上述的荧光检测装置和荧光检测方法与以往的荧光检测装置和荧光检测方法相比，能够迅速且容易地计算出第一荧光的荧光强度。

附图说明

图1为使用本发明的强度调制激光的荧光检测装置的流式细胞仪的概略构成图；

图2为表示用于图1所示的流式细胞仪的光源部的一例的概略构成图；

图3为表示用于图1所示的流式细胞仪的受光部的一例的概略构成图；

图4为表示荧光蛋白发出的荧光光谱S、激光L的波长、第一波段和第二波段之间关系的图；

图5为重点表示用于图1所示的流式细胞仪的控制和处理部的流式细胞仪的主要部分的概略构成图；

图6为表示用于图1所示的流式细胞仪的分析装置的一例的概略构成图；

图7为说明自发荧光除去方法的示意图。

附图标记说明

10流式细胞仪

12样品

20信号处理装置

22激光光源部

22a光源

23a、26b分色镜

23b、26a透镜系统

24、26受光部

26c₁、26c₂带通滤波器

27a、27b光电转换器

28控制和处理部

30管道

32回收容器

34激光驱动器

48a、48b功率分配器

40信号生成部

42信号处理部

44系统控制器

46振荡器

50、52、54a、54b、64放大器

58a、58b IQ混频器

62低通滤波器

66A/D转换器

80分析装置

81CPU

82存储器

83分析部

86自发荧光除去部

90荧光强度计算部

92相位滞后计算部

94荧光弛豫时间计算部

具体实施方式

以下，基于适合使用本发明强度调制激光的荧光检测装置的流式细胞仪，进行详细说明。

图1为使用本发明强度调制激光的荧光检测装置的流式细胞仪10的概略构成图。

流式细胞仪10包括：信号处理装置20，朝向作为测量对象的样品12照射激光以检测出样品12发出荧光的荧光信号并对该荧光信号进行信号处理；分析装置(计算机)80，根据通过信号处理装置20所得到的处理结果计算出荧光强度和荧光弛豫时间。
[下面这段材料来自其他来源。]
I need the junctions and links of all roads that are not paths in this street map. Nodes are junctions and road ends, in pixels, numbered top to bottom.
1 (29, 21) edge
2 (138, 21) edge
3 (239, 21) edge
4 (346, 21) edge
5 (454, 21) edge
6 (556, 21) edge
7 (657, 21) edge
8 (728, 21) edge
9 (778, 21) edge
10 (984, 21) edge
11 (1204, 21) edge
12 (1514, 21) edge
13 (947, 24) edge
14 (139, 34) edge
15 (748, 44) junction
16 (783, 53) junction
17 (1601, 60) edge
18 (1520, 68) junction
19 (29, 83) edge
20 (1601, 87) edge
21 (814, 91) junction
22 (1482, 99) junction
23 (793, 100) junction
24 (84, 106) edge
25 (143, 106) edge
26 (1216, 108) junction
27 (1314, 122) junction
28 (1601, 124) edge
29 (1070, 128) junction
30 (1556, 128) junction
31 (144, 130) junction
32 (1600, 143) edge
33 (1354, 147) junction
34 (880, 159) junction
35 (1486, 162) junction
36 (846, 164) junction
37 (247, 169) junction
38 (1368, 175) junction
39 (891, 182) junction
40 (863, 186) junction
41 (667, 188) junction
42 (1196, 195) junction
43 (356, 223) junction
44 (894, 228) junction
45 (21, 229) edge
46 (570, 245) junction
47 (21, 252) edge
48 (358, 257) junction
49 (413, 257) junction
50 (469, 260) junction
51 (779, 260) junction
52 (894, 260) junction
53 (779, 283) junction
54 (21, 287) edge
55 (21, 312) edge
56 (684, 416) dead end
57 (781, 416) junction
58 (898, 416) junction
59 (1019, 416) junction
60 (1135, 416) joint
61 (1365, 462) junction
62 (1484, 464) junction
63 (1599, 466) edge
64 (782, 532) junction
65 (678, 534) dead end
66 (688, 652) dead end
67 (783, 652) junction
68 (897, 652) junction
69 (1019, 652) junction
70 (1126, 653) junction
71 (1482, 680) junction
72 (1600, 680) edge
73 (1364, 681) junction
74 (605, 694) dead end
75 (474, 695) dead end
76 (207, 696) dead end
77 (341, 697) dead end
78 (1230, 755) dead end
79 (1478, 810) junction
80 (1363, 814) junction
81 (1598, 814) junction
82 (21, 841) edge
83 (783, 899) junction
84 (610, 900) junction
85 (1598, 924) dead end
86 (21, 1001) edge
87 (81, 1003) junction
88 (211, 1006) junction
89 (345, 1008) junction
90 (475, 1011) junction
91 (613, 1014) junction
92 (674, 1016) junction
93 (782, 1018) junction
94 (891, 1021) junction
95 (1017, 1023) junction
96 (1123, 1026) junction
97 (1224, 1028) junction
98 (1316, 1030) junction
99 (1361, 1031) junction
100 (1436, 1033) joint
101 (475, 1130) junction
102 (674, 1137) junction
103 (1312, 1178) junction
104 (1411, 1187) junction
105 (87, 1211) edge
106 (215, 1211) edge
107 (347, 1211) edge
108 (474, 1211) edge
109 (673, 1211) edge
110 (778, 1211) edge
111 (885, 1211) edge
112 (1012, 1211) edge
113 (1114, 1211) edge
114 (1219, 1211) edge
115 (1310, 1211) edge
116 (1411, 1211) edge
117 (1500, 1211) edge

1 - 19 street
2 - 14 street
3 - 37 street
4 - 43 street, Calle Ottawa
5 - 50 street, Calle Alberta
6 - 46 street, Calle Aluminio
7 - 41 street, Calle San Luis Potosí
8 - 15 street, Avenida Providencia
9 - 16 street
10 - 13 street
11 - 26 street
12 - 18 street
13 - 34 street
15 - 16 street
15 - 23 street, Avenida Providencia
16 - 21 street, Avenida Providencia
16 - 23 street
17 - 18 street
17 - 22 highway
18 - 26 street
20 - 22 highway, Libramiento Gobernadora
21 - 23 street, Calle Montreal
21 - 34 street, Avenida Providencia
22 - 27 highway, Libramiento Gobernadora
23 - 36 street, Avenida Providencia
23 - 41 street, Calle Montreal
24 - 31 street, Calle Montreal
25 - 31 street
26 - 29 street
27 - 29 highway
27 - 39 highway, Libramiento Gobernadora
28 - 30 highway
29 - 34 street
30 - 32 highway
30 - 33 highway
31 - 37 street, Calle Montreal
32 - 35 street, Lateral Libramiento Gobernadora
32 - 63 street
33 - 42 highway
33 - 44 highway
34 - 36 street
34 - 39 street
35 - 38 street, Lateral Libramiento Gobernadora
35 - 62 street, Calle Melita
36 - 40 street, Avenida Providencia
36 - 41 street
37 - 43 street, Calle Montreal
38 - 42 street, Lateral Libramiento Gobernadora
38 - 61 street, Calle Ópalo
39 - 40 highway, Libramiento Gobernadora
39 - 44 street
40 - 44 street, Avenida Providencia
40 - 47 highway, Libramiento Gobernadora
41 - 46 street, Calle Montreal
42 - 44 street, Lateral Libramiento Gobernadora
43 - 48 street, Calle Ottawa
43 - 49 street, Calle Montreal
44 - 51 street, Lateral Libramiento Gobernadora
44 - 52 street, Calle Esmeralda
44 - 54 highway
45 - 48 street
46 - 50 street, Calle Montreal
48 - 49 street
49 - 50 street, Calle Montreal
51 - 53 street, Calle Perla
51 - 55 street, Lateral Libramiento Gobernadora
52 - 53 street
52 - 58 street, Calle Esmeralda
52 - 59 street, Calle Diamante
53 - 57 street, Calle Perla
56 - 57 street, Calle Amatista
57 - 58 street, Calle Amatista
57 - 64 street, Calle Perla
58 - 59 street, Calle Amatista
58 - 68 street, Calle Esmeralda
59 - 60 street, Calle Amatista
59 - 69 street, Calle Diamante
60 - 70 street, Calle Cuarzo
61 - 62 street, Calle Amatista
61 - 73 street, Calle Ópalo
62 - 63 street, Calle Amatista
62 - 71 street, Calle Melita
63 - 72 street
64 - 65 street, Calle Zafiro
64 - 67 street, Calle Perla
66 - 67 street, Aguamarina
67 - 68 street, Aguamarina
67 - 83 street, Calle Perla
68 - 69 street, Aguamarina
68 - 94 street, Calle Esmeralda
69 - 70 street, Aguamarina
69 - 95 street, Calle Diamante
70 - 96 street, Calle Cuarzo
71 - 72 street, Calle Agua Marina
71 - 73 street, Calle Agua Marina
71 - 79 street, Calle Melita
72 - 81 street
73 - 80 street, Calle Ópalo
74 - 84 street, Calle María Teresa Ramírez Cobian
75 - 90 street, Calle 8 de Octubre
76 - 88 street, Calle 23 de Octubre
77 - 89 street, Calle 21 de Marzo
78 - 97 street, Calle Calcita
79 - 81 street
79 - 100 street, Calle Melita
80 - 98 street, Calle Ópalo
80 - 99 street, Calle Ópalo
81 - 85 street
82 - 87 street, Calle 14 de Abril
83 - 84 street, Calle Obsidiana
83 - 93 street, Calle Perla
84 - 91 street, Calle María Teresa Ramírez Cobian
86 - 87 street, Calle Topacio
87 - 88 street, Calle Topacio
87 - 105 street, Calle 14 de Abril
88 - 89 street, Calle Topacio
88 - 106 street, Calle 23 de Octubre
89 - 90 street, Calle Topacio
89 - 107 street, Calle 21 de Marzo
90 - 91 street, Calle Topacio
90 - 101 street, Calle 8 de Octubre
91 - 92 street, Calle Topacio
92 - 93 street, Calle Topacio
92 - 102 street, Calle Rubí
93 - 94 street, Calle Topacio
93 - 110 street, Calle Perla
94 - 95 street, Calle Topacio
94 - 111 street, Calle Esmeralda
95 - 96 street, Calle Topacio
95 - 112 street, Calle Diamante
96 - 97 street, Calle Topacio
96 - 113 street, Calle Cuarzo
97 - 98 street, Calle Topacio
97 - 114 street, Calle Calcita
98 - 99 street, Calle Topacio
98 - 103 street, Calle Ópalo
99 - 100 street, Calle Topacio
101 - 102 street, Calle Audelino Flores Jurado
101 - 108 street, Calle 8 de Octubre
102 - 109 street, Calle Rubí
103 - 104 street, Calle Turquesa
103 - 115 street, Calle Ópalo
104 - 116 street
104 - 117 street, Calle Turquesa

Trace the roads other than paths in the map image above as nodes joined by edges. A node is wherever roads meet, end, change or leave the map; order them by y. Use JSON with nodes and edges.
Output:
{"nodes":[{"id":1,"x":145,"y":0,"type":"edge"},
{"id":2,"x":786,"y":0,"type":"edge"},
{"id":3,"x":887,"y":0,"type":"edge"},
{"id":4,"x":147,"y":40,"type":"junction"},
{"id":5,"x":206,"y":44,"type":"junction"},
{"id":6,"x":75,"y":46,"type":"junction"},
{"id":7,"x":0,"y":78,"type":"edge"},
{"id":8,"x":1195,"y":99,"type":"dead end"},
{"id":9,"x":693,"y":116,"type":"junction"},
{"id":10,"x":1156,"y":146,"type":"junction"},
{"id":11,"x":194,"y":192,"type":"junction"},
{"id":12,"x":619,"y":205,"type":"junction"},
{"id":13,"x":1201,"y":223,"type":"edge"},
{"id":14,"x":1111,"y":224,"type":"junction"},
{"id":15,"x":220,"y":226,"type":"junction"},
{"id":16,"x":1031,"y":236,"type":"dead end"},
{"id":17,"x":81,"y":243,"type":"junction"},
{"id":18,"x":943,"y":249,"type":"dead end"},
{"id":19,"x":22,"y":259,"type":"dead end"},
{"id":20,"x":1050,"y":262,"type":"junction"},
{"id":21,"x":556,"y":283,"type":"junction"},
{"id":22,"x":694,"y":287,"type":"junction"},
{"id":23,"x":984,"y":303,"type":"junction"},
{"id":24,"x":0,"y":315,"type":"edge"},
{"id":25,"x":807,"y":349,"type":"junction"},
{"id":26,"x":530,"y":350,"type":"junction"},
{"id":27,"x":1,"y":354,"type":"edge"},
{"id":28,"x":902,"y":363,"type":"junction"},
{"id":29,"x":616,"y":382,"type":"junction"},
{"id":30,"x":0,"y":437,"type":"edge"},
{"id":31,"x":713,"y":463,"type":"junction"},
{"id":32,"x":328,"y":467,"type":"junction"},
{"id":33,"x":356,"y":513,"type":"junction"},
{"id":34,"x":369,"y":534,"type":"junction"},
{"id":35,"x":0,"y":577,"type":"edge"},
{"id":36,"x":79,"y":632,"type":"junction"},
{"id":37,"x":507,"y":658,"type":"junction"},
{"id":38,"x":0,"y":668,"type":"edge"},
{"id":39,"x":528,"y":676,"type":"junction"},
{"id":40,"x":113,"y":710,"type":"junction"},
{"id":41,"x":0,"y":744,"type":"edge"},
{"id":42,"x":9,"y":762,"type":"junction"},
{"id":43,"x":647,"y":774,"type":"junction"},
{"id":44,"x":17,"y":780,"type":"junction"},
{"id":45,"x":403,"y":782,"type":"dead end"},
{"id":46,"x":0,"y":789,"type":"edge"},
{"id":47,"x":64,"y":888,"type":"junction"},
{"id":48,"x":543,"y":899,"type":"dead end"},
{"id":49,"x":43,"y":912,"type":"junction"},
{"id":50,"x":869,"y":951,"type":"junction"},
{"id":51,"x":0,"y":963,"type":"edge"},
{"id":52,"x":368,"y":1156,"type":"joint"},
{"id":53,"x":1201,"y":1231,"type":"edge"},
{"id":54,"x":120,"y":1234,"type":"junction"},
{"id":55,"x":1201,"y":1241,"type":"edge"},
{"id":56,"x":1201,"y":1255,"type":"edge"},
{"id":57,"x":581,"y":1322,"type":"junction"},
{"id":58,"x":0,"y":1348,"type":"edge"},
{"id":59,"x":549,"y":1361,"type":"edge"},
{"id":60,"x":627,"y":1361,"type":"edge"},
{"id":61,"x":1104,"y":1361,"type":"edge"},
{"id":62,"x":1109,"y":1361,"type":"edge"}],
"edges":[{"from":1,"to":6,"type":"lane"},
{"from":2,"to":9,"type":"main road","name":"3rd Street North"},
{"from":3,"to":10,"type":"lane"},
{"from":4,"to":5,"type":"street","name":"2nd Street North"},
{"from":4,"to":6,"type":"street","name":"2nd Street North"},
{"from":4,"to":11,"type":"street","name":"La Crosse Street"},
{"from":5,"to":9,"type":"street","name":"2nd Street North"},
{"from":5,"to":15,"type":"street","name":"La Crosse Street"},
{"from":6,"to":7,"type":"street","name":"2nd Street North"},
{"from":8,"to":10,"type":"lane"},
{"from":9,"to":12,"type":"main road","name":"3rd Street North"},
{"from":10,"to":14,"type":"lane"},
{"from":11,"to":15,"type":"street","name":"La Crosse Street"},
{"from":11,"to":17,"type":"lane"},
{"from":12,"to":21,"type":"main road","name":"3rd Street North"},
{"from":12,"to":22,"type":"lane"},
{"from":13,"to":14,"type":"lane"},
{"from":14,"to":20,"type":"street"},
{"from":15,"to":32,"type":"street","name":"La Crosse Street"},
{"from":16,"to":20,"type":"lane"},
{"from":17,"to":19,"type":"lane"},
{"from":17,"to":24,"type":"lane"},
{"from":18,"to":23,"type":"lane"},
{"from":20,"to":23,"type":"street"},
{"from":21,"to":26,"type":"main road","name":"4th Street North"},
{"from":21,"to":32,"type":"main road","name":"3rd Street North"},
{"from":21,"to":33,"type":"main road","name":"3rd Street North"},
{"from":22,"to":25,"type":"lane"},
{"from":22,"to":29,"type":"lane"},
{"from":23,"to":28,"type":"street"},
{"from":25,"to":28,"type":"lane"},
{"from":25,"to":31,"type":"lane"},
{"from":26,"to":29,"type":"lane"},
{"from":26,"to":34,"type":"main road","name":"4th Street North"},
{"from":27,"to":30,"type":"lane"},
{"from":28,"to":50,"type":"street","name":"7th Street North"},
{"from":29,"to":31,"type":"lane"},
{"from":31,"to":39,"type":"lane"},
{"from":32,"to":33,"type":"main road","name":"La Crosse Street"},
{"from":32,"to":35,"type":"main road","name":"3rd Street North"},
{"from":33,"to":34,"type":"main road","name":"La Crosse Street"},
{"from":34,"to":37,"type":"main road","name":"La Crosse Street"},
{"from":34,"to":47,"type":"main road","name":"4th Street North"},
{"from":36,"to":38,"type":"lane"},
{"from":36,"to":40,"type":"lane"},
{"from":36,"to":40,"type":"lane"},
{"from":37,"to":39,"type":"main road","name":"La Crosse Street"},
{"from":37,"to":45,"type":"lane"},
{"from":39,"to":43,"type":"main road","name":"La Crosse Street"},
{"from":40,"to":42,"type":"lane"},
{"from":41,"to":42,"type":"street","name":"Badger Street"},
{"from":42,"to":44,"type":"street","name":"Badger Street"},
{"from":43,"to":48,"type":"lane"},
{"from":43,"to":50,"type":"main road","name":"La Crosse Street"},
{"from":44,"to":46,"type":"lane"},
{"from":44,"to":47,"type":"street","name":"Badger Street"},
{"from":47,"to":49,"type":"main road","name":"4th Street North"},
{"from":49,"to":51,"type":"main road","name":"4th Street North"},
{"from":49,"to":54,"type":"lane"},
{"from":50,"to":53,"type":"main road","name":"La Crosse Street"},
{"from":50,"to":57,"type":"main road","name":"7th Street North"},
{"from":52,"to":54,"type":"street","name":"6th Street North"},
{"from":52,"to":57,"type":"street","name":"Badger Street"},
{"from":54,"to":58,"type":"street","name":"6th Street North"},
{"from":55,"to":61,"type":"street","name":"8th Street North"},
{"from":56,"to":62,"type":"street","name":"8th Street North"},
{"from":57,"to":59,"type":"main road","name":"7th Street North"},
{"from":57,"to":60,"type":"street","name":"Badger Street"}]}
以下，在下述说明中作为样品12使用细胞上附着有荧光蛋白X的样品。样品12以浸泡于缓冲液的状态与鞘液一起流动以形成分层鞘流，该鞘流流动在流动池中，且被激光照射。然而，在本发明中，替代样品12，也可以相对于两个以上的荧光色素发出的荧光除去附着有这些荧光色素的各细胞或缓冲液等发出的自发荧光。

信号处理装置20包括：激光光源部22、受光部24、26、控制和处理部28和管道30。

控制和处理部28包括：控制部，以规定频率对来自激光光源部22的激光进行强度调制；以及信号处理部，对来自样品12的荧光信号进行处理。在管道30中，使样品12包括在形成高速流的鞘液中以形成分层鞘流。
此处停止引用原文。